**Task material:**
================================
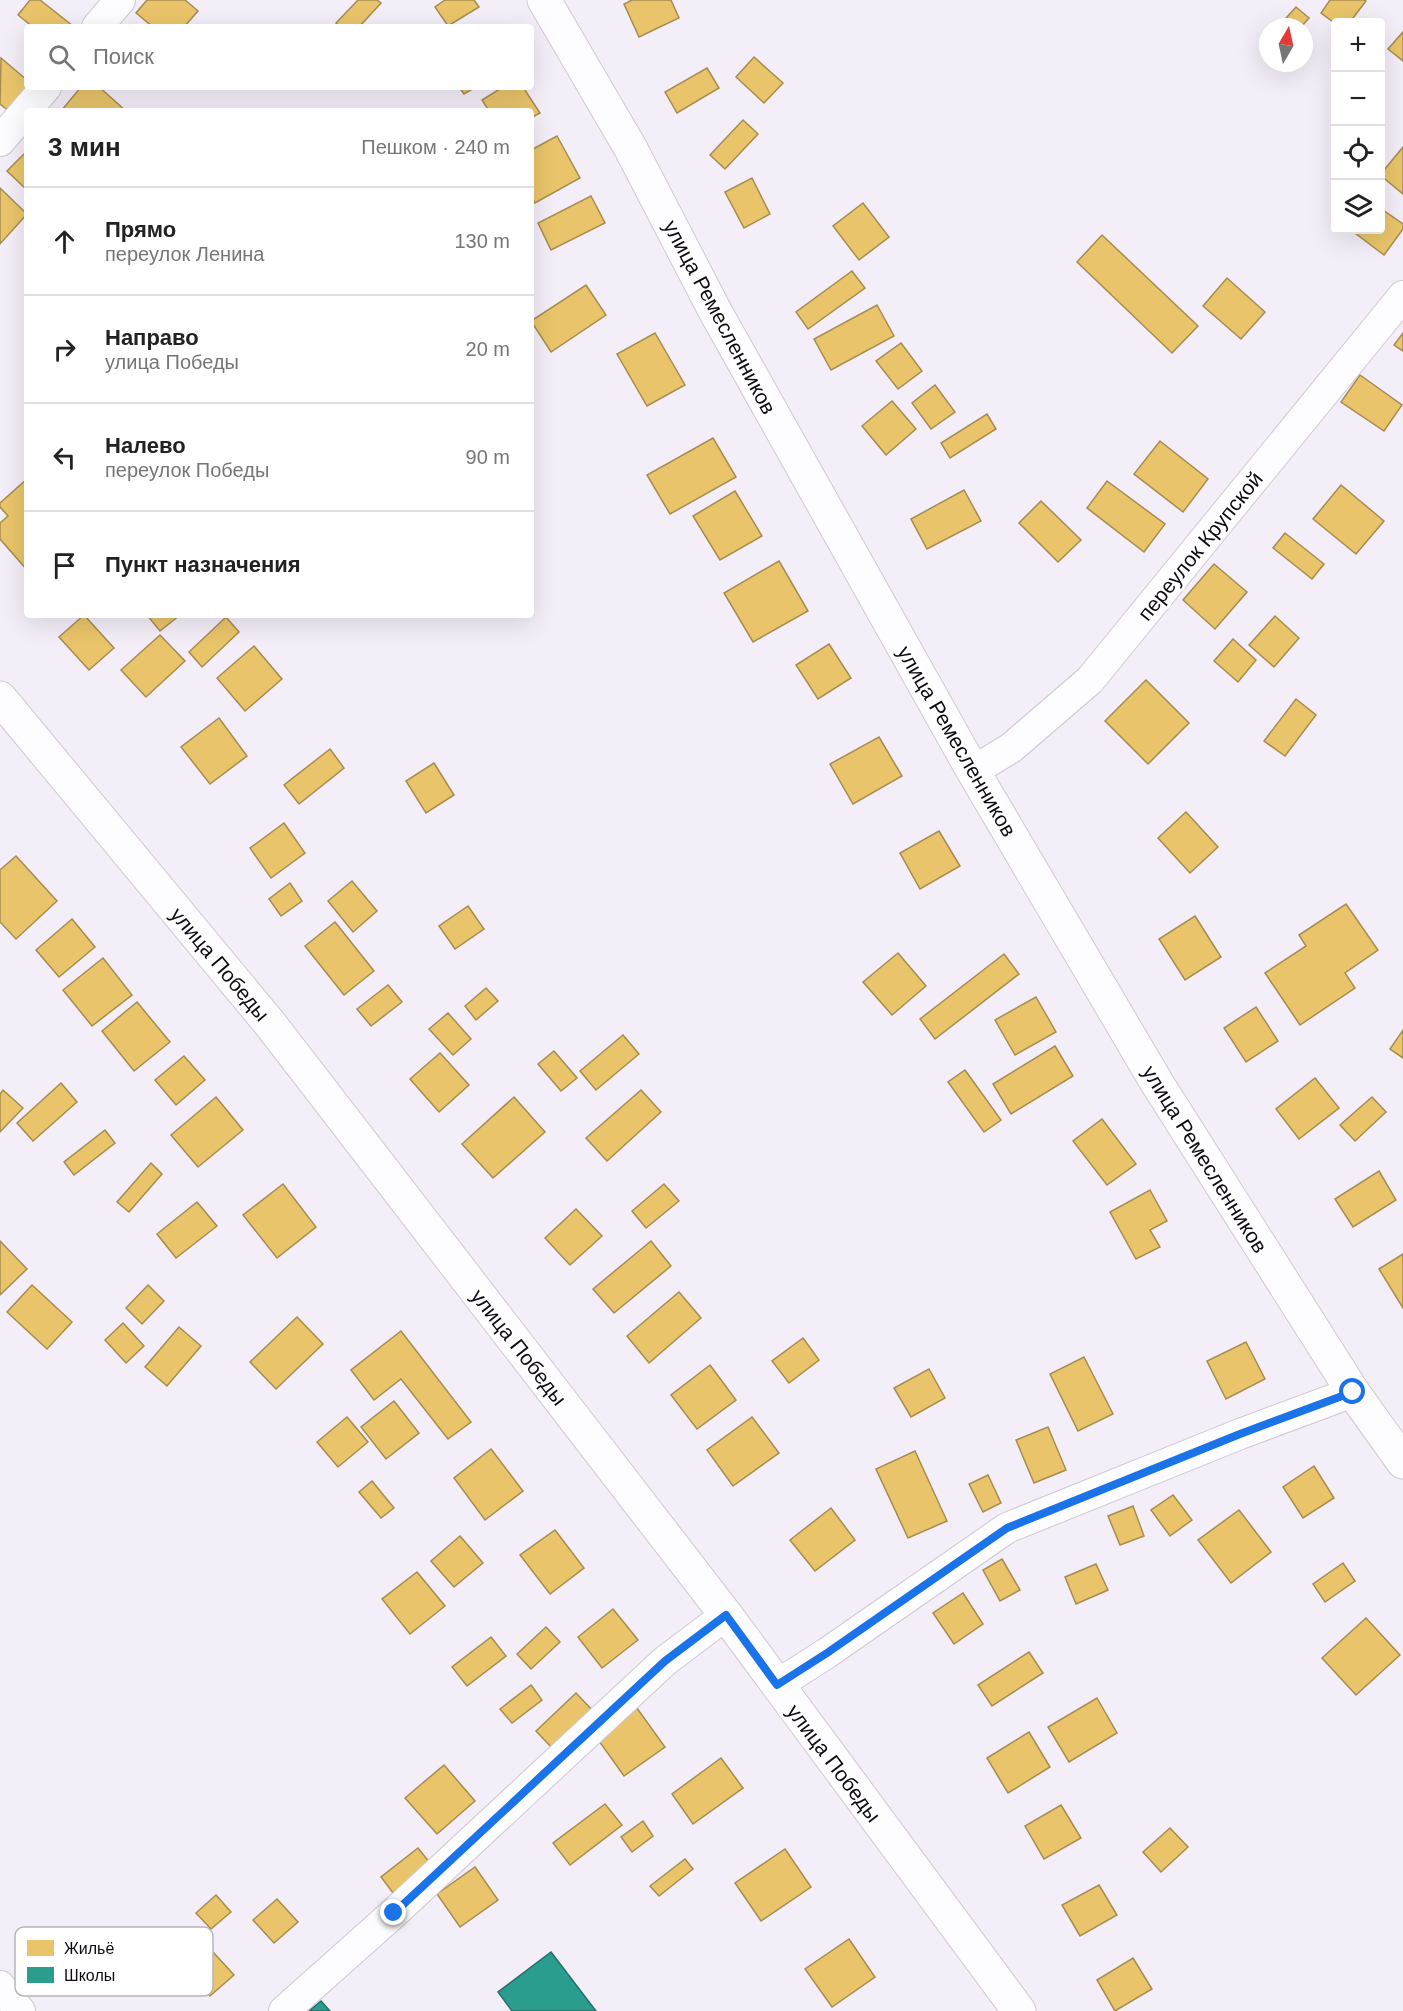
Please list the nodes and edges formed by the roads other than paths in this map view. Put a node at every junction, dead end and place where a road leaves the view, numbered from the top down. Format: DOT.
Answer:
graph roads {
  1 [pos="120,0"];
  2 [pos="544,0"];
  3 [pos="100,24"];
  4 [pos="43,90"];
  5 [pos="28,108"];
  6 [pos="24,113"];
  7 [pos="0,141"];
  8 [pos="1403,296"];
  9 [pos="0,698"];
  10 [pos="973,771"];
  11 [pos="1353,1392"];
  12 [pos="1403,1462"];
  13 [pos="726,1615"];
  14 [pos="777,1685"];
  15 [pos="0,1986"];
  16 [pos="20,2011"];
  17 [pos="284,2011"];
  18 [pos="1019,2011"];
  1 -- 3 [label="street"];
  2 -- 10 [label="street, улица Ремесленников"];
  4 -- 5 [label="street"];
  6 -- 7 [label="street"];
  8 -- 10 [label="street, переулок Крупской"];
  9 -- 13 [label="street, улица Победы"];
  10 -- 11 [label="street, улица Ремесленников"];
  11 -- 12 [label="street, улица Ремесленников"];
  11 -- 14 [label="street"];
  13 -- 14 [label="street, улица Победы"];
  13 -- 17 [label="street"];
  14 -- 18 [label="street, улица Победы"];
  15 -- 16 [label="street"];
}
================================
**Required action:**
Give back the records exactly, minus any pictures.

**Solution:**
Please list the nodes and edges formed by the roads other than paths in this map view. Put a node at every junction, dead end and place where a road leaves the view, numbered from the top down. Format: DOT.
Answer:
graph roads {
  1 [pos="120,0"];
  2 [pos="544,0"];
  3 [pos="100,24"];
  4 [pos="43,90"];
  5 [pos="28,108"];
  6 [pos="24,113"];
  7 [pos="0,141"];
  8 [pos="1403,296"];
  9 [pos="0,698"];
  10 [pos="973,771"];
  11 [pos="1353,1392"];
  12 [pos="1403,1462"];
  13 [pos="726,1615"];
  14 [pos="777,1685"];
  15 [pos="0,1986"];
  16 [pos="20,2011"];
  17 [pos="284,2011"];
  18 [pos="1019,2011"];
  1 -- 3 [label="street"];
  2 -- 10 [label="street, улица Ремесленников"];
  4 -- 5 [label="street"];
  6 -- 7 [label="street"];
  8 -- 10 [label="street, переулок Крупской"];
  9 -- 13 [label="street, улица Победы"];
  10 -- 11 [label="street, улица Ремесленников"];
  11 -- 12 [label="street, улица Ремесленников"];
  11 -- 14 [label="street"];
  13 -- 14 [label="street, улица Победы"];
  13 -- 17 [label="street"];
  14 -- 18 [label="street, улица Победы"];
  15 -- 16 [label="street"];
}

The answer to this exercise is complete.